ACTIVITY:
If a line below contains the string "West", copy it out.

DATA IN THIS EXERCISE:
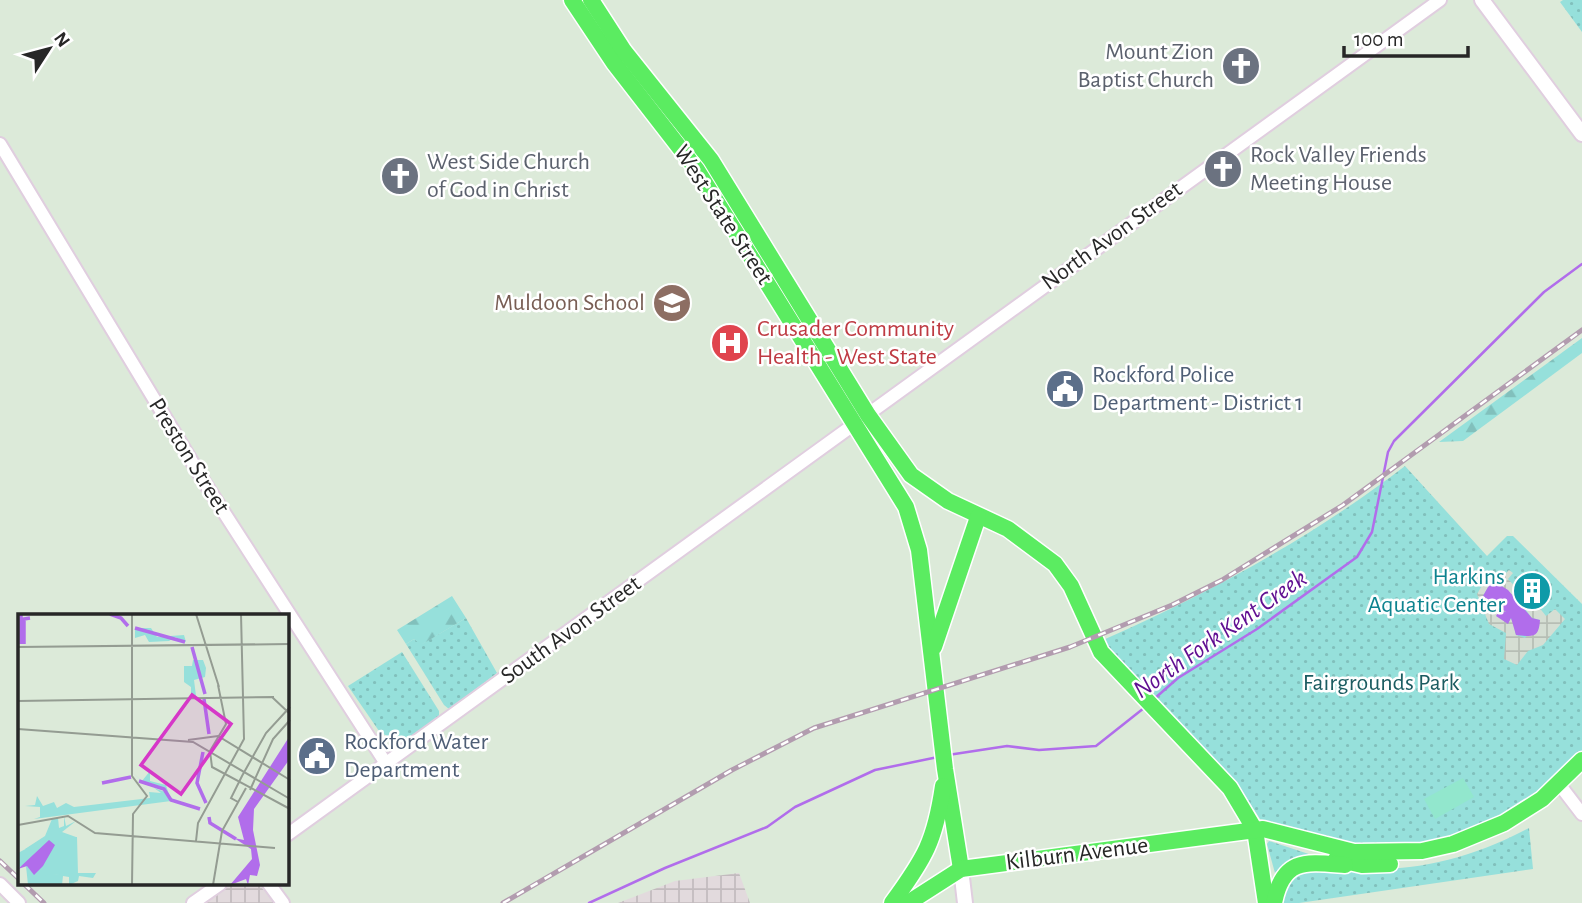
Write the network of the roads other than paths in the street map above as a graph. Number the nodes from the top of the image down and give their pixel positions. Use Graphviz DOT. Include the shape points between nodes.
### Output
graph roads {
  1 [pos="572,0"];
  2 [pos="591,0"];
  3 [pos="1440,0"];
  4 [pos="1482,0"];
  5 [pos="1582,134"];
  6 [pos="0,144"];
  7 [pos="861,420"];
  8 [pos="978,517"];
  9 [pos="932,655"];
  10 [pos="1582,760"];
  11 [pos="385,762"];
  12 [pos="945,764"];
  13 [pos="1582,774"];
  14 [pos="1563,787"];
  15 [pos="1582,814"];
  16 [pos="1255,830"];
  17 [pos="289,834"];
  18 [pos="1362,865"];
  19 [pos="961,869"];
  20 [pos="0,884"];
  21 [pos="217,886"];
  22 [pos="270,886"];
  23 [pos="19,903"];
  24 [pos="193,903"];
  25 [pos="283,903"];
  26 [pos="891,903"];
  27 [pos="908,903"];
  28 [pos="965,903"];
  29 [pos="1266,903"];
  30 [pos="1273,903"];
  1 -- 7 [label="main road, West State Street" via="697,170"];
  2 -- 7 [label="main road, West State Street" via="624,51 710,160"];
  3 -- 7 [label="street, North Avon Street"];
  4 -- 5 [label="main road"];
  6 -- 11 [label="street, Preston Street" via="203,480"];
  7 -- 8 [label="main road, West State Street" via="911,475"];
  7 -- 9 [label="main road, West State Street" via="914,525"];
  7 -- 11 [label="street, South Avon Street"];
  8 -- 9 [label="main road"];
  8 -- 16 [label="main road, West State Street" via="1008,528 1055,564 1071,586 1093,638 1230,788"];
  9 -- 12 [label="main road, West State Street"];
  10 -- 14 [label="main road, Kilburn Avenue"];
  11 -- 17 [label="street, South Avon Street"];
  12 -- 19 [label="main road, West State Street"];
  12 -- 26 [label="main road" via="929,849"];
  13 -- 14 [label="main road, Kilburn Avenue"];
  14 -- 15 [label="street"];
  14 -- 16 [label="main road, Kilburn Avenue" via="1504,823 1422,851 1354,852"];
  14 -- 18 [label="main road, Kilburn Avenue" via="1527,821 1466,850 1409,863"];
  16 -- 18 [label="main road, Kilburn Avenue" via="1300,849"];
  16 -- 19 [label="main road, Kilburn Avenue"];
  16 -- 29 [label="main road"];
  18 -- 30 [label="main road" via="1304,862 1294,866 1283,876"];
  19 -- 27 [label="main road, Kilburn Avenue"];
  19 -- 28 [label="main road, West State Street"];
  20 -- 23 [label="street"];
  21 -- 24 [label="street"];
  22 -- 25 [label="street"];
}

ANSWER BOX:
  1 -- 7 [label="main road, West State Street" via="697,170"];
  2 -- 7 [label="main road, West State Street" via="624,51 710,160"];
  7 -- 8 [label="main road, West State Street" via="911,475"];
  7 -- 9 [label="main road, West State Street" via="914,525"];
  8 -- 16 [label="main road, West State Street" via="1008,528 1055,564 1071,586 1093,638 1230,788"];
  9 -- 12 [label="main road, West State Street"];
  12 -- 19 [label="main road, West State Street"];
  19 -- 28 [label="main road, West State Street"];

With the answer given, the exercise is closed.